▶ **Input material**
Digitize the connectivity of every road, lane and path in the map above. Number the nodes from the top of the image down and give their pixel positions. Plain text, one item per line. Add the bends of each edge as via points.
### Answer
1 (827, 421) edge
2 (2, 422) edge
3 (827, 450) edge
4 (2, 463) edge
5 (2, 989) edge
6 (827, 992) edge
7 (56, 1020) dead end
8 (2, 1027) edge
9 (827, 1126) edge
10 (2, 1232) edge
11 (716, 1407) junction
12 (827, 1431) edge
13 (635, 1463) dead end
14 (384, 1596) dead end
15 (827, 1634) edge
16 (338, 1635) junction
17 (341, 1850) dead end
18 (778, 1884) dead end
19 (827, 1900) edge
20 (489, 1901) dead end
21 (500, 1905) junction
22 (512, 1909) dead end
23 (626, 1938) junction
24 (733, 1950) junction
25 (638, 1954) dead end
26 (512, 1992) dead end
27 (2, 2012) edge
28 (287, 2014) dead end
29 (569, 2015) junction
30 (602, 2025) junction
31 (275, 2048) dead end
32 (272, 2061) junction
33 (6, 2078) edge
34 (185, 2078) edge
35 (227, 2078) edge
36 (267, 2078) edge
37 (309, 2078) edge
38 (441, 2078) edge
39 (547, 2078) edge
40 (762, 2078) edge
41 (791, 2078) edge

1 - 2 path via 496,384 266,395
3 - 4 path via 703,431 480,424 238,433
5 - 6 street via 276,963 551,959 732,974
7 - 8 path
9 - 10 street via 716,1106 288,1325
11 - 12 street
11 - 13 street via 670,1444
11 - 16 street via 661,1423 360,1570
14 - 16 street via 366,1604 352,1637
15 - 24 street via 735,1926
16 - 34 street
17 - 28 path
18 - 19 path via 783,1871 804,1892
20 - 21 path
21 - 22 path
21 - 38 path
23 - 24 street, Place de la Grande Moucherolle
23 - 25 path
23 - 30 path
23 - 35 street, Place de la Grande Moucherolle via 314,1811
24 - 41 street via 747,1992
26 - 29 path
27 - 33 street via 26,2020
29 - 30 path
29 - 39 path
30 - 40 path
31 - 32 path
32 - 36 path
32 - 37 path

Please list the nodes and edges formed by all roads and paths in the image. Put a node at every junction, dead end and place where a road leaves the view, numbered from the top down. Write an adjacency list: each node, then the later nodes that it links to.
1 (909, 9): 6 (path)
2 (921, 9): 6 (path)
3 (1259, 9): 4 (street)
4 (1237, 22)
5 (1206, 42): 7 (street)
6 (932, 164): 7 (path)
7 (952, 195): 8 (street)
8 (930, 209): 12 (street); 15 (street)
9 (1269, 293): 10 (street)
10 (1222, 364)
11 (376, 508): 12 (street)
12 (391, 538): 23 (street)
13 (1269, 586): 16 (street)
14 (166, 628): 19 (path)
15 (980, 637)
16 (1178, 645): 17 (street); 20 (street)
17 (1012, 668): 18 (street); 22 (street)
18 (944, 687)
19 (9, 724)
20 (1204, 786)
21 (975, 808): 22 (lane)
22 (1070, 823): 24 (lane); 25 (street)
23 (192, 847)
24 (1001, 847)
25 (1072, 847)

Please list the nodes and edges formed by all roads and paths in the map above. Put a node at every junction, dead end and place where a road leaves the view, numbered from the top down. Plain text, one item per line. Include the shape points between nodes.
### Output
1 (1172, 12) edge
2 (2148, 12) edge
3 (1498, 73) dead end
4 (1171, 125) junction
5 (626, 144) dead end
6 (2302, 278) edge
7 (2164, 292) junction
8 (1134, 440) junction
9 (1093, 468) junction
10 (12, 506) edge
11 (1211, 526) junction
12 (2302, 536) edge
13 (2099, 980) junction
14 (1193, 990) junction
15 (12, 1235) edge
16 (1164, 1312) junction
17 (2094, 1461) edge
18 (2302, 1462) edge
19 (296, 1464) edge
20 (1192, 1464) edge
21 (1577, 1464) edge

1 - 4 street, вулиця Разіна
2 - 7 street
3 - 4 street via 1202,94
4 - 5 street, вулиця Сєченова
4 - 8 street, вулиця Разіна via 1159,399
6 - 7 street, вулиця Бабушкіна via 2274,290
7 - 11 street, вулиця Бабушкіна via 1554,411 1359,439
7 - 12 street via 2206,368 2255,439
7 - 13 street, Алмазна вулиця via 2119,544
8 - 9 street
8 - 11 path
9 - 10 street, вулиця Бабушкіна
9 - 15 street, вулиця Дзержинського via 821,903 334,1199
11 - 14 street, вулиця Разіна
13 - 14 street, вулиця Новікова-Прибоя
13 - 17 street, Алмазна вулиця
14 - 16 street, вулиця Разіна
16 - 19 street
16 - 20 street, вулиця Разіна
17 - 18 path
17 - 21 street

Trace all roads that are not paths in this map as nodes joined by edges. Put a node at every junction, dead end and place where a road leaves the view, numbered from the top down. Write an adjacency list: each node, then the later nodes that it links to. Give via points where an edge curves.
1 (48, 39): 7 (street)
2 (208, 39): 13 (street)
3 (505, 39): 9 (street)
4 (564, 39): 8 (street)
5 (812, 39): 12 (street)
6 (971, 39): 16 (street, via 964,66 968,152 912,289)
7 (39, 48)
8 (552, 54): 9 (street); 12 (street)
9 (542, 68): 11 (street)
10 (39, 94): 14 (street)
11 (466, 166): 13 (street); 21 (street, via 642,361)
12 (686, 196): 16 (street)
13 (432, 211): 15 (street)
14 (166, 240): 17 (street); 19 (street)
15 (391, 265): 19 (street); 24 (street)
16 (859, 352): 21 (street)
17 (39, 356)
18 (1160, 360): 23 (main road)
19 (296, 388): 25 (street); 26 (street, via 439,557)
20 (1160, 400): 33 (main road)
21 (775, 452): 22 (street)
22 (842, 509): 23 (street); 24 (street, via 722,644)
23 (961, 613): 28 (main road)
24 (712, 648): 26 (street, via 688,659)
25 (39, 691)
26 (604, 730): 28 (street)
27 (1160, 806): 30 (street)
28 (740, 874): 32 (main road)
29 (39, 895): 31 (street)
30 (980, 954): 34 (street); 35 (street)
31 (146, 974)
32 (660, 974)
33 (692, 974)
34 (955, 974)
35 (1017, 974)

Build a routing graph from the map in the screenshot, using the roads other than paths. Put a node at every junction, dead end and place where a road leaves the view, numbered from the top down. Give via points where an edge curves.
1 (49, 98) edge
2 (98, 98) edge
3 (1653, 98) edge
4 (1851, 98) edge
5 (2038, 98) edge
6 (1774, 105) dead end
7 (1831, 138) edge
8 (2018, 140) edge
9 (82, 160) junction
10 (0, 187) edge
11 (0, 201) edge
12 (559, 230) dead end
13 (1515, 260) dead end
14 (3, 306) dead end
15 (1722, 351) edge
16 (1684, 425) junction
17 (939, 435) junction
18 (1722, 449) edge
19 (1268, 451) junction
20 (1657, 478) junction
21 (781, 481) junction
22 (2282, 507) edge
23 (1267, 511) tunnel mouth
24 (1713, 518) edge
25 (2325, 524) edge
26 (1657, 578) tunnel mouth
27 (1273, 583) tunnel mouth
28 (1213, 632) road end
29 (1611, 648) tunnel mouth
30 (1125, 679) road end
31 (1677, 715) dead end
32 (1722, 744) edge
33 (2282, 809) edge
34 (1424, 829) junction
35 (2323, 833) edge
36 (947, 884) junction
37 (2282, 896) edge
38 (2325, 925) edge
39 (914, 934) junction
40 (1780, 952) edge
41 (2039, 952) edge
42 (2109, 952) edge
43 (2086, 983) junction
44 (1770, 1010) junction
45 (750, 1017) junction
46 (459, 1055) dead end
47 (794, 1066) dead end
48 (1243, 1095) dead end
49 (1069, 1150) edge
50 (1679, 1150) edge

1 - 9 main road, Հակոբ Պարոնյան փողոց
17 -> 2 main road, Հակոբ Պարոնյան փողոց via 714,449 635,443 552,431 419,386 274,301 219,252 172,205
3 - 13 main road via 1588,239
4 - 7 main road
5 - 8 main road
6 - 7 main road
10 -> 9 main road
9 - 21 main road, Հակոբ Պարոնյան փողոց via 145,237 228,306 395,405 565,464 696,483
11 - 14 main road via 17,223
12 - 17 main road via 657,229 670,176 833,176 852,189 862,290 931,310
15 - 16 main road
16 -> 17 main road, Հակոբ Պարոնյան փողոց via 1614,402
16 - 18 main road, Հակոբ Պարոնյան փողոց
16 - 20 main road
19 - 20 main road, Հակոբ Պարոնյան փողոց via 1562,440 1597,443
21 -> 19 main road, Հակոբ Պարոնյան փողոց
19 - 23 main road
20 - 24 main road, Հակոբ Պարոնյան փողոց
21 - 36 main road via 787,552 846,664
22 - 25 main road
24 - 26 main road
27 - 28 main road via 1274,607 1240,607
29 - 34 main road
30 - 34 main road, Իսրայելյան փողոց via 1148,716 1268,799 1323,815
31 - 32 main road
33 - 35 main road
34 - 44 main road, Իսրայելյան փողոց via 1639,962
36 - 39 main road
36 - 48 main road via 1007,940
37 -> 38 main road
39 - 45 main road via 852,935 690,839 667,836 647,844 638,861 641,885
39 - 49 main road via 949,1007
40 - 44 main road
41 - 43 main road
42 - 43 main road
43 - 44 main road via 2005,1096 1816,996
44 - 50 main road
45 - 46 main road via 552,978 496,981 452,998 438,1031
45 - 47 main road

▶ **Problem requirements**
Lines in the records above that carry the word "Бабушкіна" are to be located and copied.

▶ **Final answer**
6 - 7 street, вулиця Бабушкіна via 2274,290
7 - 11 street, вулиця Бабушкіна via 1554,411 1359,439
9 - 10 street, вулиця Бабушкіна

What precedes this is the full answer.